Al Parlamento europeo, dopo lo scandalo Qatargate, hanno annunciato regole più severe su possibili conflitti d'interesse che riguardino gli eurodeputati, per evitare - nonostante le regole già in atto - che si ripetano casi simili a quello della ex vicepresidente Eva Kaili.
In Italia, finora, il problema non era stato posto, permettendo così ad un parlamentare italiano, Matteo Renzi, di fare conferenze e consulenze per un Paese straniero, l'Arabia Saudita, per poi promuoverne l'immagine come esempio di nuovo rinascimento.
L'Arabia Saudita è una nazione governata da un principe che non rispetta i diritti umani, oltre ad esser il mandante dell'assassinio di un giornalista e quello di numerose stragi in Yemen e non solo... tralasciando il supporto a gruppi terroristici.
A seguito di ciò, perché in Italia uno non dovrebbe interrogarsi sulla credibilità delle scelte di Renzi in Parlamento?
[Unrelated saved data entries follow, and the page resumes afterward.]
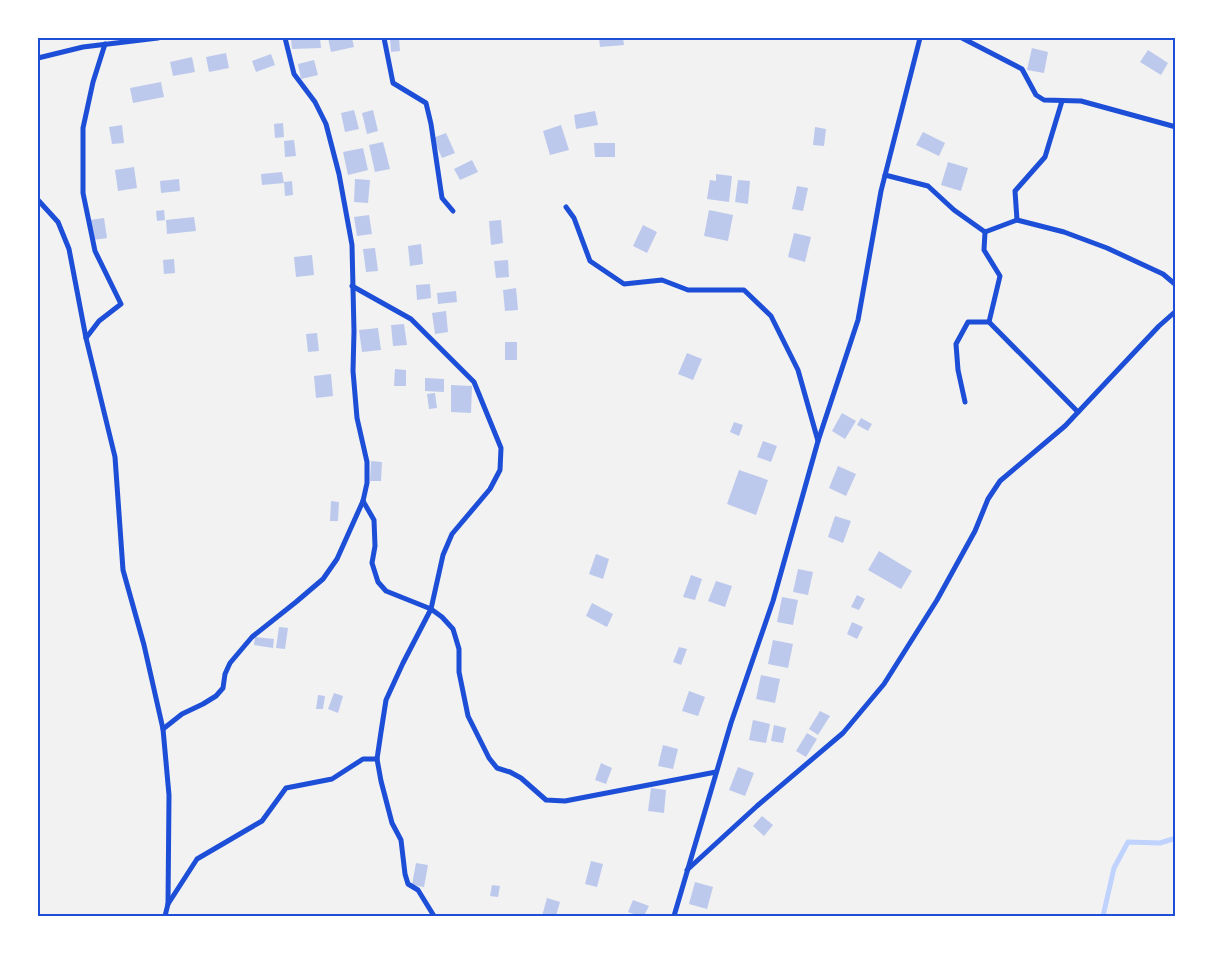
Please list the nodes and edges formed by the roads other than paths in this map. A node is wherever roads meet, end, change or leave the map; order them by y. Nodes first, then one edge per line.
1 (158, 38) edge
2 (285, 38) edge
3 (384, 38) edge
4 (920, 38) edge
5 (962, 38) edge
6 (106, 44) junction
7 (38, 58) edge
8 (1062, 101) junction
9 (1176, 127) edge
10 (885, 175) junction
11 (38, 200) edge
12 (566, 208) dead end
13 (453, 211) dead end
14 (1017, 220) junction
15 (985, 232) junction
16 (1176, 285) edge
17 (352, 286) junction
18 (1176, 311) edge
19 (989, 322) junction
20 (86, 338) junction
21 (965, 402) dead end
22 (1078, 412) junction
23 (818, 442) junction
24 (363, 501) junction
25 (431, 610) junction
26 (163, 729) junction
27 (377, 760) junction
28 (716, 772) junction
29 (687, 870) junction
30 (168, 904) junction
31 (165, 916) edge
32 (434, 916) edge
33 (674, 916) edge

1 - 6 street
2 - 17 street
3 - 13 street
4 - 10 street
5 - 8 street
6 - 7 street
6 - 20 street
8 - 9 street
8 - 14 street
10 - 15 street
10 - 23 street
11 - 20 street
12 - 23 street
14 - 15 street
14 - 16 street
15 - 19 street
17 - 24 street
17 - 25 street
18 - 22 street
19 - 21 street
19 - 22 street
20 - 26 street
22 - 29 street
23 - 28 street
24 - 25 street
24 - 26 street
25 - 27 street
25 - 28 street
26 - 30 street
27 - 30 street
27 - 32 street
28 - 29 street
29 - 33 street
30 - 31 street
Se prende dei soldi, anche se fatturati, dall'Arabia Saudita, perché un italiano non dovrebbe sospettare che possa operare per favorire i sauditi, invece di tutelare gli interessi degli italiani? Perché un qualsiasi cittadino, che lo abbia votato o no, non dovrebbe sospettare o credere che il suo operare da senatore non sia condizionato dai soldi che ha ricevuto?
Solo perché lo dice lui?
E sarebbe questa la credibilità del Parlamento italiano, con deputati e senatori che fanno o possono fare i lobbisti per se stessi o per terzi, approfittando del loro ruolo di legislatori per cui vengono pagati mensilmente quanto molti italiani non riescono a guadagnare neppure in un anno?
Evidentemente no.
Ma Renzi, come ha più volte ricordato, della credibilità del Parlamento non se ne preoccupa, dichiarando che continuerà a fare quello che in altri Paesi è proibito finché non ci sarà una legge che glielo impedisca.
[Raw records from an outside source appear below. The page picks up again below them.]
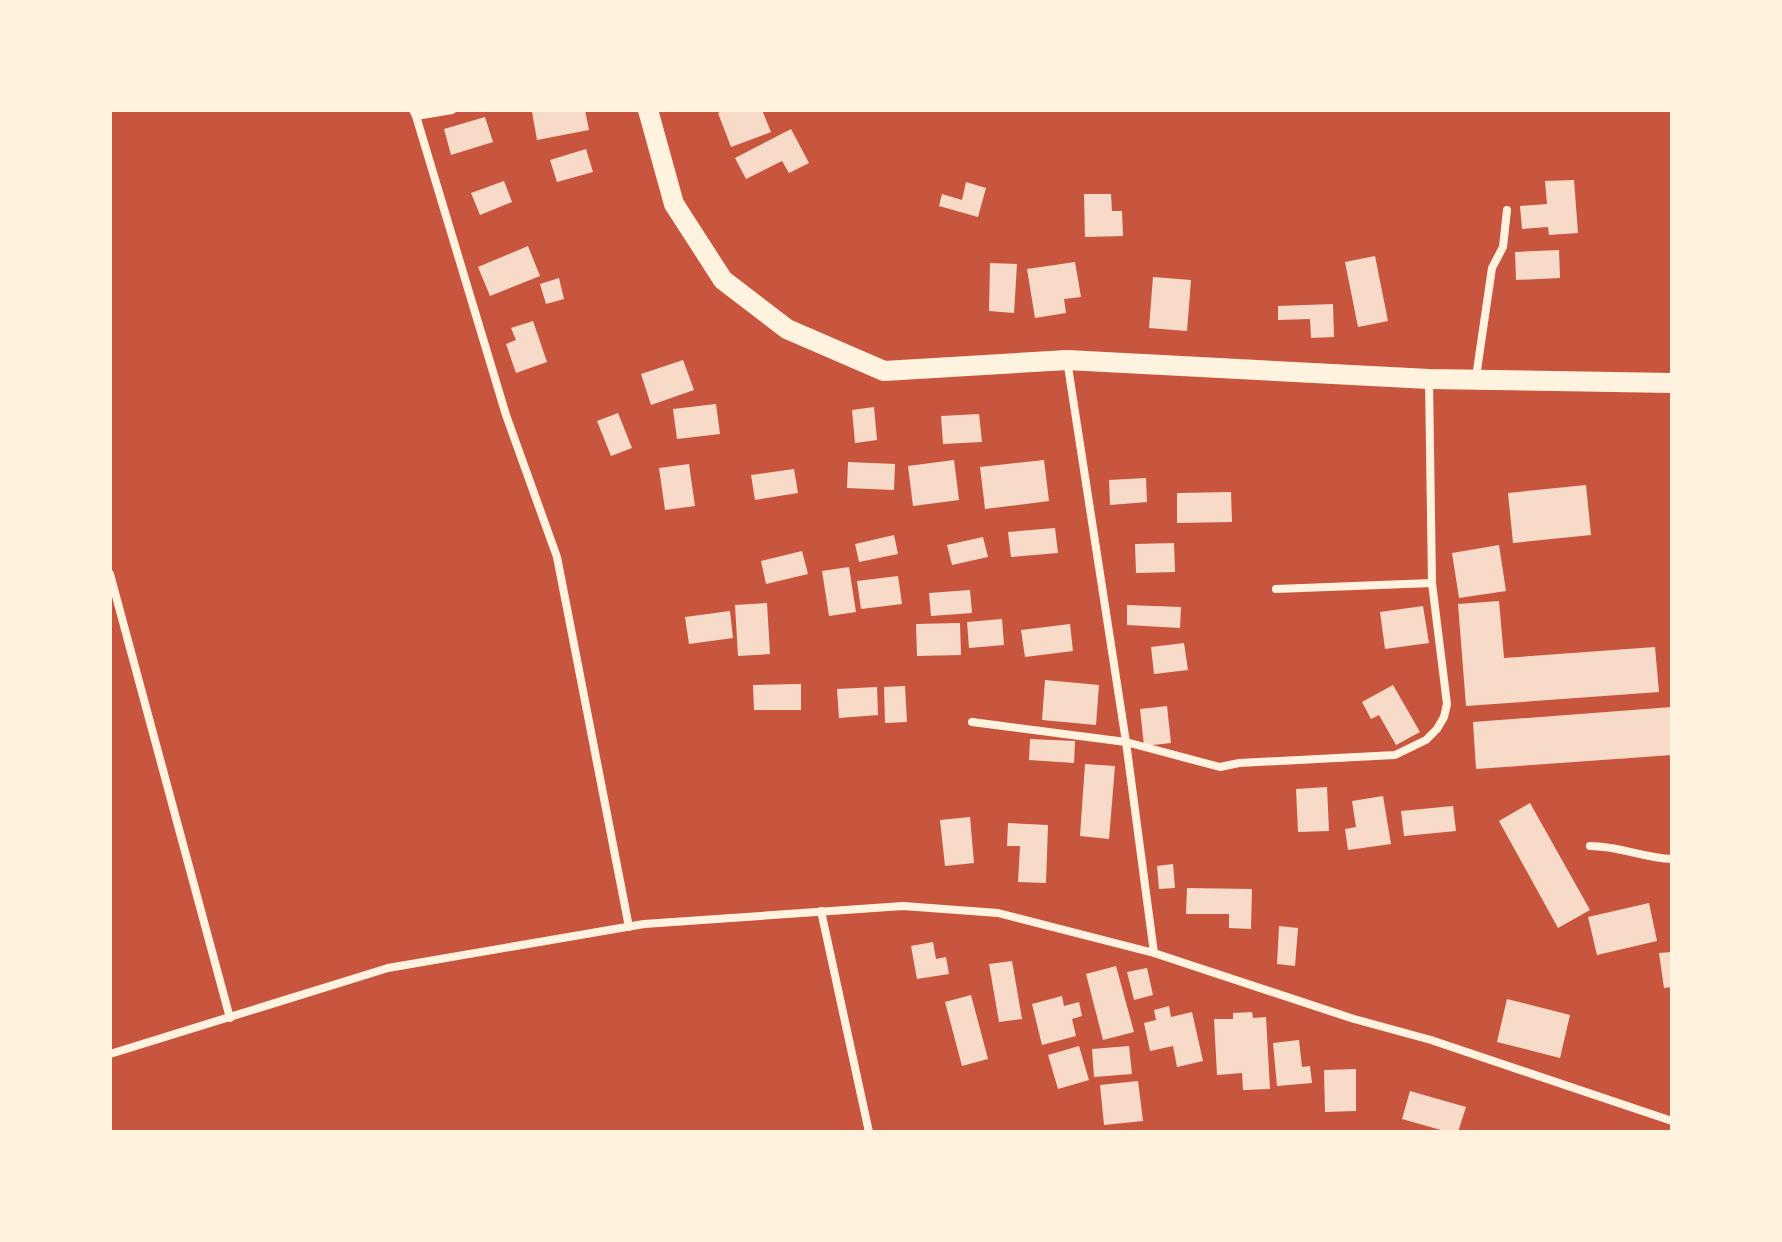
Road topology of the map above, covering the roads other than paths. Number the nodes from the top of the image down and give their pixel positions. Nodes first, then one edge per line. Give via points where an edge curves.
1 (452, 110) edge
2 (648, 110) edge
3 (414, 113) edge
4 (1507, 210) dead end
5 (1067, 360) junction
6 (1476, 378) junction
7 (1429, 379) junction
8 (1672, 383) edge
9 (110, 574) edge
10 (1432, 583) junction
11 (1276, 589) dead end
12 (972, 722) dead end
13 (1126, 742) junction
14 (1590, 846) dead end
15 (1672, 859) edge
16 (821, 911) junction
17 (629, 927) junction
18 (1154, 953) junction
19 (230, 1018) junction
20 (110, 1054) edge
21 (1672, 1121) edge
22 (869, 1132) edge

1 - 3 street
2 - 5 main road via 674,204 714,268 787,329 884,371
3 - 17 street via 506,415 557,557
4 - 6 street via 1503,247 1492,268
5 - 7 main road
5 - 13 street
6 - 7 main road
6 - 8 main road
7 - 10 street
9 - 19 street
10 - 11 street
10 - 13 street via 1447,704 1437,729 1412,749 1395,755 1220,767
12 - 13 street
13 - 18 street
14 - 15 street
16 - 17 street
16 - 18 street via 903,906 998,913
16 - 22 street
17 - 19 street via 388,968
18 - 21 street
19 - 20 street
Forse lo ha ascoltato Giuseppe Conte che è primo firmatario della proposta di legge presentata dal Movimento 5 stelle alla commissione Affari costituzionali della Camera, in cui si chiede una revisione delle attuali norme sul conflitto d'interessi per includere anche delle "disposizioni concernenti il divieto di percezione di erogazioni provenienti da Stati esteri da parte dei titolari di cariche pubbliche".
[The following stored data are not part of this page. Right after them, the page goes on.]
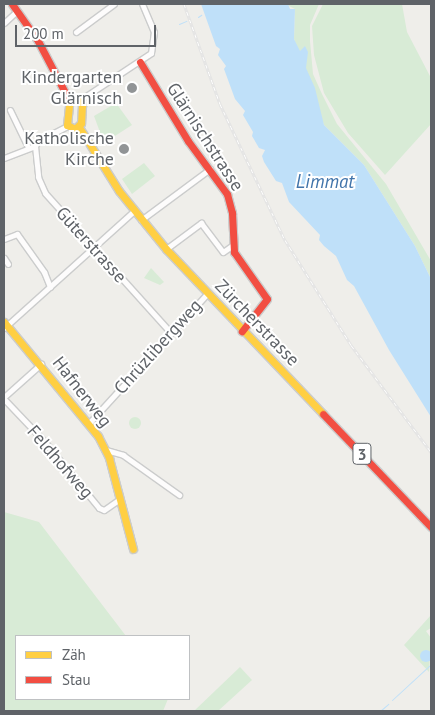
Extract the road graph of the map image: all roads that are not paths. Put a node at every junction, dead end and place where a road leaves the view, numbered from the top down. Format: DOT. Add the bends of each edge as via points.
graph roads {
  1 [pos="12,4"];
  2 [pos="114,4"];
  3 [pos="142,4"];
  4 [pos="17,11"];
  5 [pos="4,23"];
  6 [pos="76,32"];
  7 [pos="140,62"];
  8 [pos="69,100"];
  9 [pos="80,100"];
  10 [pos="10,110"];
  11 [pos="68,126"];
  12 [pos="79,127"];
  13 [pos="35,146"];
  14 [pos="28,147"];
  15 [pos="4,158"];
  16 [pos="210,169"];
  17 [pos="134,211"];
  18 [pos="141,220"];
  19 [pos="4,239"];
  20 [pos="233,245"];
  21 [pos="94,247"];
  22 [pos="166,250"];
  23 [pos="4,258"];
  24 [pos="8,264"];
  25 [pos="50,287"];
  26 [pos="207,294"];
  27 [pos="5,325"];
  28 [pos="242,331"];
  29 [pos="170,332"];
  30 [pos="41,364"];
  31 [pos="4,398"];
  32 [pos="90,422"];
  33 [pos="106,450"];
  34 [pos="179,495"];
  35 [pos="120,499"];
  36 [pos="431,527"];
  37 [pos="134,549"];
  1 -- 4 [label="main road"];
  2 -- 6 [label="street"];
  3 -- 7 [label="street" via="155,40 151,53"];
  4 -- 5 [label="street"];
  4 -- 8 [label="main road" via="38,41"];
  7 -- 9 [label="street"];
  7 -- 16 [label="main road, Glärnischstrasse"];
  8 -- 9 [label="main road"];
  8 -- 11 [label="main road"];
  9 -- 12 [label="main road"];
  10 -- 14 [label="street"];
  11 -- 12 [label="main road"];
  11 -- 13 [label="street" via="38,141"];
  12 -- 17 [label="main road, Zürcherstrasse / 3"];
  13 -- 14 [label="street"];
  13 -- 21 [label="street, Güterstrasse" via="38,177 45,193"];
  14 -- 15 [label="street"];
  16 -- 18 [label="street"];
  16 -- 20 [label="main road, Glärnischstrasse" via="230,203"];
  17 -- 18 [label="main road, Zürcherstrasse / 3"];
  17 -- 21 [label="street"];
  18 -- 22 [label="main road, Zürcherstrasse / 3"];
  19 -- 25 [label="street" via="17,234 44,272"];
  20 -- 22 [label="street" via="224,252 201,223"];
  20 -- 28 [label="main road, Glärnischstrasse" via="245,272 268,299"];
  21 -- 25 [label="street"];
  21 -- 29 [label="street, Güterstrasse"];
  22 -- 26 [label="main road, Zürcherstrasse / 3"];
  23 -- 24 [label="street"];
  25 -- 27 [label="street"];
  26 -- 28 [label="main road, Zürcherstrasse / 3"];
  26 -- 29 [label="street, Chrüzlibergweg"];
  27 -- 30 [label="main road, Hafnerweg"];
  28 -- 36 [label="main road, Zürcherstrasse / 3"];
  29 -- 32 [label="street, Chrüzlibergweg"];
  30 -- 31 [label="street, Feldhofweg"];
  30 -- 32 [label="main road, Hafnerweg"];
  31 -- 35 [label="street, Feldhofweg" via="46,442 99,508 104,510"];
  32 -- 33 [label="main road, Hafnerweg"];
  33 -- 34 [label="street" via="123,455"];
  33 -- 35 [label="main road, Hafnerweg"];
  35 -- 37 [label="main road, Hafnerweg"];
}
Il testo prevede anche che la condotta contraria ai doveri del titolare della carica sia sanzionabile in rapporto alle erogazioni accettate sia durante lo svolgimento dell'incarico, sia nell'anno successivo alla cessazione dello stesso, in modo da evitare il fenomeno delle cosiddette "porte girevoli".
A quanto pare, la proposta sarà discussa in commissione in tempi stretti e l'approdo in Aula è previsto già per il mese prossimo.
Sarà interessante apprendere quale sarà in merito la posizione dei "calendiani" che insieme ai "renziani" formano uno stesso gruppo in Parlamento e sarà interessante anche osservare se la discussione potrà influenzare o meno la fusione tra Azione, il partito di Calenda, e Italia Viva, il partito di Renzi.
Prima delle ultime politiche, infatti, questo è ciò che Carlo Calenda diceva delle attività extraparlamentari di Matteo Renzi:
"Renzi faccia quello che gli pare. Vada in Arabia Saudita. ... [Renzi] non è all'ascolto perché è a Dubai a fa' una conferenza pagata. Quindi non è all'ascolto, perché non gliene po' frega' di meno di ascoltare. È in un Paese che, ringraziando Iddio, continua a dargli uno spazio mediatico spropositato, mentre lui va a guadagnare dei soldi, mentre è pagato dagli italiani con un gruppo di parlamentari che... parliamo d'altro!"